Records drawn from a dataset

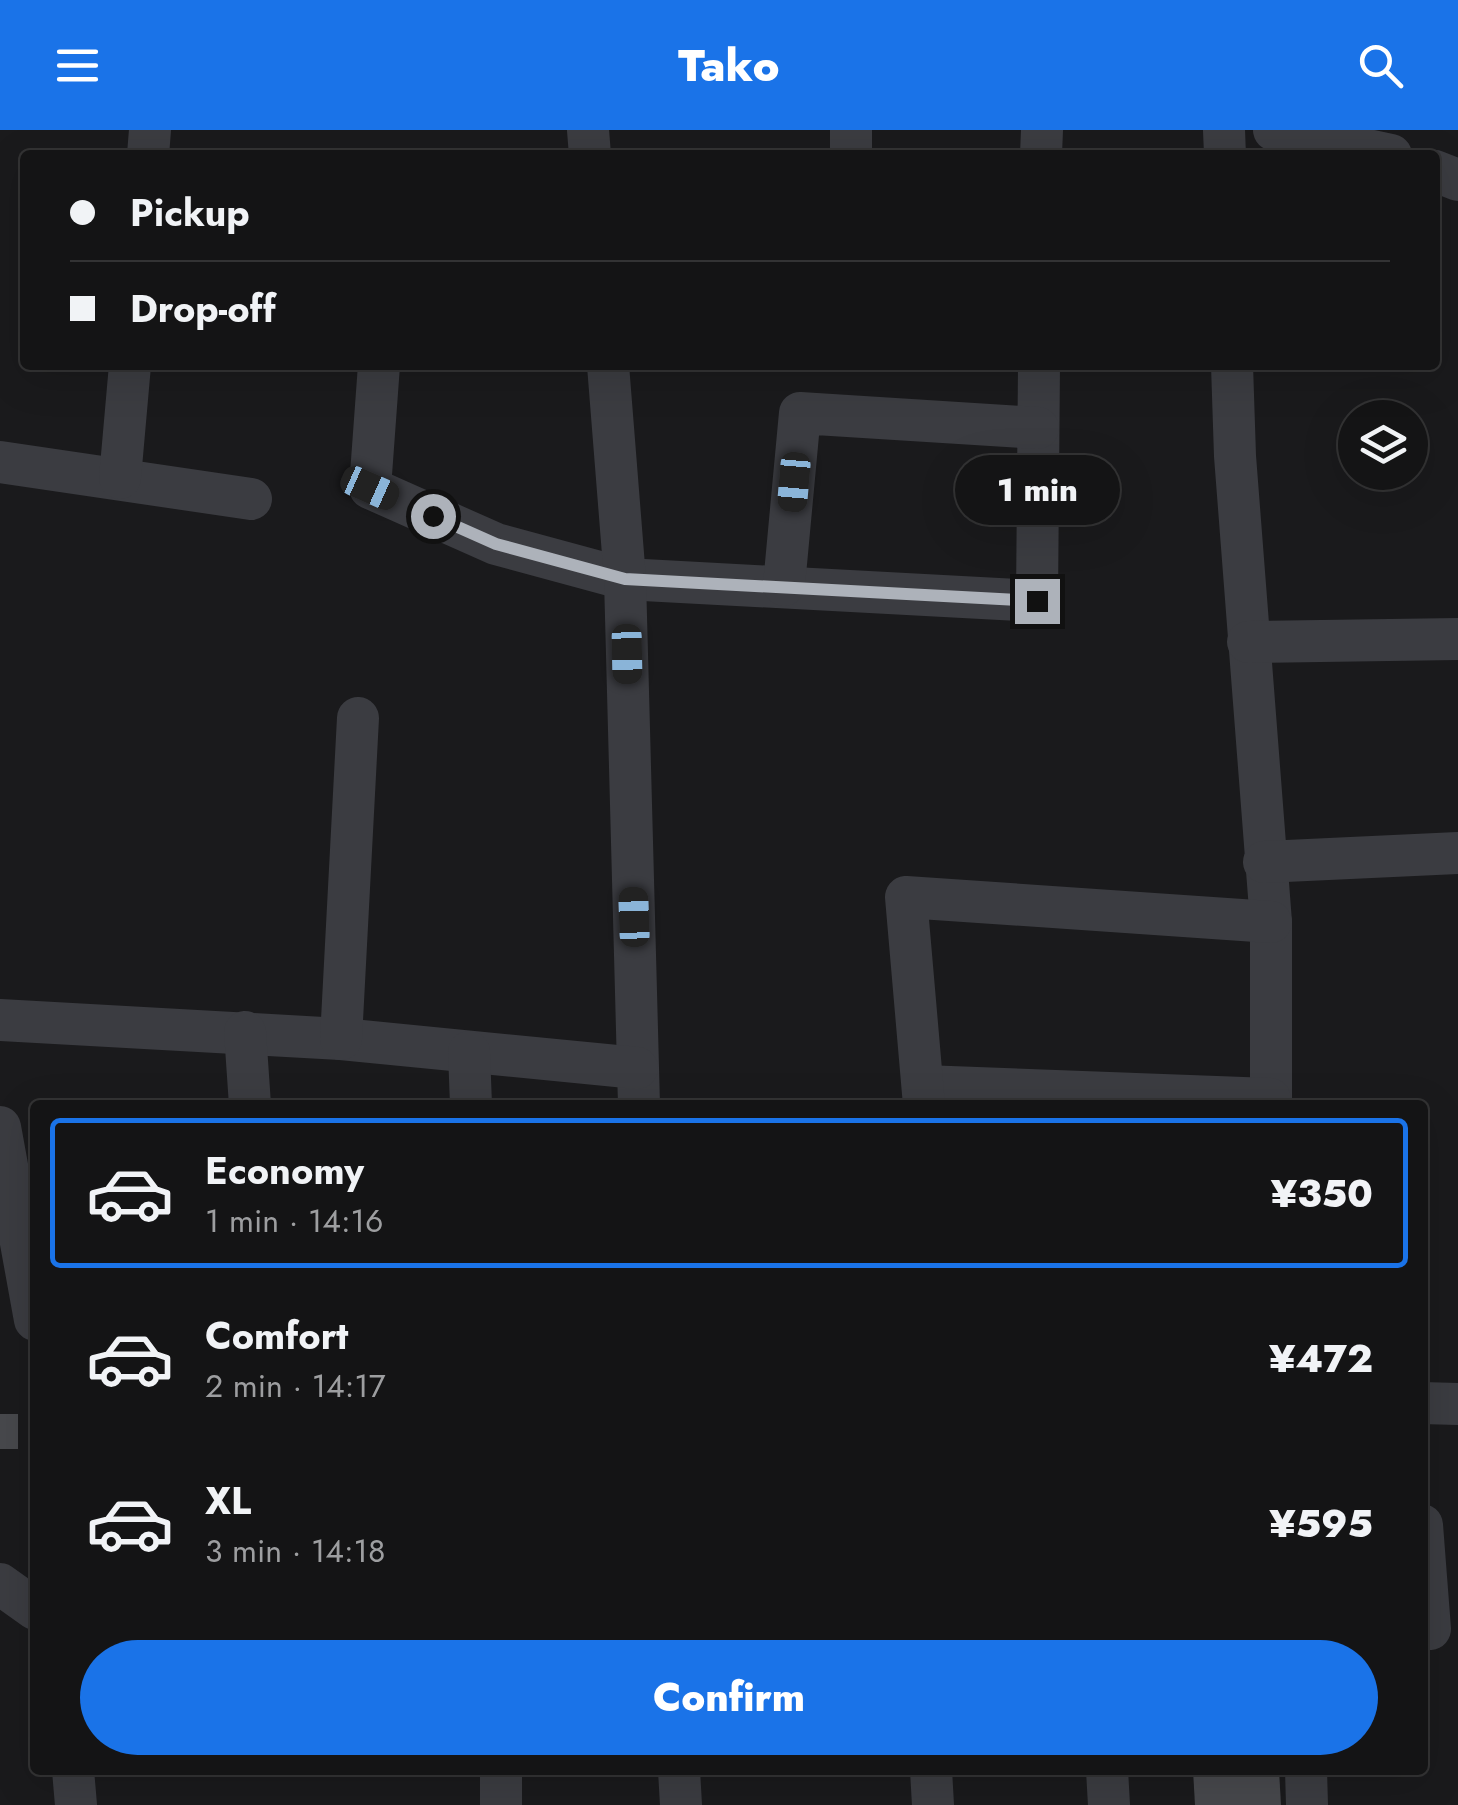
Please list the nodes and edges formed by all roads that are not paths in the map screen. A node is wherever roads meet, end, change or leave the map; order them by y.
1 (1274, 130) edge
2 (1368, 150) edge
3 (130, 370) edge
4 (379, 370) edge
5 (608, 370) edge
6 (1039, 370) edge
7 (1232, 370) edge
8 (1038, 428) junction
9 (0, 462) edge
10 (120, 478) junction
11 (251, 499) dead end
12 (625, 579) junction
13 (784, 586) junction
14 (1458, 639) edge
15 (1248, 642) junction
16 (358, 718) dead end
17 (1458, 853) edge
18 (1264, 862) junction
19 (1270, 922) junction
20 (0, 1020) edge
21 (245, 1032) junction
22 (340, 1039) junction
23 (470, 1052) junction
24 (638, 1086) edge
25 (924, 1096) edge
26 (1087, 1098) edge
27 (250, 1100) edge
28 (471, 1100) edge
29 (1178, 1100) edge
30 (1270, 1100) edge
31 (0, 1128) edge
32 (30, 1293) edge
33 (1428, 1403) edge
34 (1458, 1404) edge
35 (0, 1584) edge
36 (1428, 1603) edge
37 (30, 1605) edge
38 (1430, 1629) dead end
39 (74, 1775) edge
40 (501, 1775) edge
41 (679, 1775) edge
42 (931, 1775) edge
43 (1107, 1775) edge
44 (1306, 1775) edge
45 (76, 1805) edge
46 (501, 1805) edge
47 (681, 1805) edge
48 (933, 1805) edge
49 (1109, 1805) edge
50 (1307, 1805) edge

1 - 2 street
3 - 10 street
4 - 12 street
5 - 12 street
6 - 8 street
7 - 15 street
8 - 13 street
8 - 13 street
9 - 10 street
10 - 11 street
12 - 13 street
12 - 24 street
14 - 15 street
15 - 18 street
16 - 22 street
17 - 18 street
18 - 19 street
19 - 25 street
19 - 30 street
20 - 21 street
21 - 22 street
21 - 27 street
22 - 23 street
23 - 24 street
23 - 28 street
25 - 26 street
26 - 29 street
31 - 32 street
33 - 34 street
35 - 37 street
36 - 38 street
39 - 45 street
40 - 46 street
41 - 47 street
42 - 48 street
43 - 49 street
44 - 50 street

» ASSIGNMENT: Apart from the pictures, repeat the data above exactly.

» REPLY TO THE TASK:
Please list the nodes and edges formed by all roads that are not paths in the map screen. A node is wherever roads meet, end, change or leave the map; order them by y.
1 (1274, 130) edge
2 (1368, 150) edge
3 (130, 370) edge
4 (379, 370) edge
5 (608, 370) edge
6 (1039, 370) edge
7 (1232, 370) edge
8 (1038, 428) junction
9 (0, 462) edge
10 (120, 478) junction
11 (251, 499) dead end
12 (625, 579) junction
13 (784, 586) junction
14 (1458, 639) edge
15 (1248, 642) junction
16 (358, 718) dead end
17 (1458, 853) edge
18 (1264, 862) junction
19 (1270, 922) junction
20 (0, 1020) edge
21 (245, 1032) junction
22 (340, 1039) junction
23 (470, 1052) junction
24 (638, 1086) edge
25 (924, 1096) edge
26 (1087, 1098) edge
27 (250, 1100) edge
28 (471, 1100) edge
29 (1178, 1100) edge
30 (1270, 1100) edge
31 (0, 1128) edge
32 (30, 1293) edge
33 (1428, 1403) edge
34 (1458, 1404) edge
35 (0, 1584) edge
36 (1428, 1603) edge
37 (30, 1605) edge
38 (1430, 1629) dead end
39 (74, 1775) edge
40 (501, 1775) edge
41 (679, 1775) edge
42 (931, 1775) edge
43 (1107, 1775) edge
44 (1306, 1775) edge
45 (76, 1805) edge
46 (501, 1805) edge
47 (681, 1805) edge
48 (933, 1805) edge
49 (1109, 1805) edge
50 (1307, 1805) edge

1 - 2 street
3 - 10 street
4 - 12 street
5 - 12 street
6 - 8 street
7 - 15 street
8 - 13 street
8 - 13 street
9 - 10 street
10 - 11 street
12 - 13 street
12 - 24 street
14 - 15 street
15 - 18 street
16 - 22 street
17 - 18 street
18 - 19 street
19 - 25 street
19 - 30 street
20 - 21 street
21 - 22 street
21 - 27 street
22 - 23 street
23 - 24 street
23 - 28 street
25 - 26 street
26 - 29 street
31 - 32 street
33 - 34 street
35 - 37 street
36 - 38 street
39 - 45 street
40 - 46 street
41 - 47 street
42 - 48 street
43 - 49 street
44 - 50 street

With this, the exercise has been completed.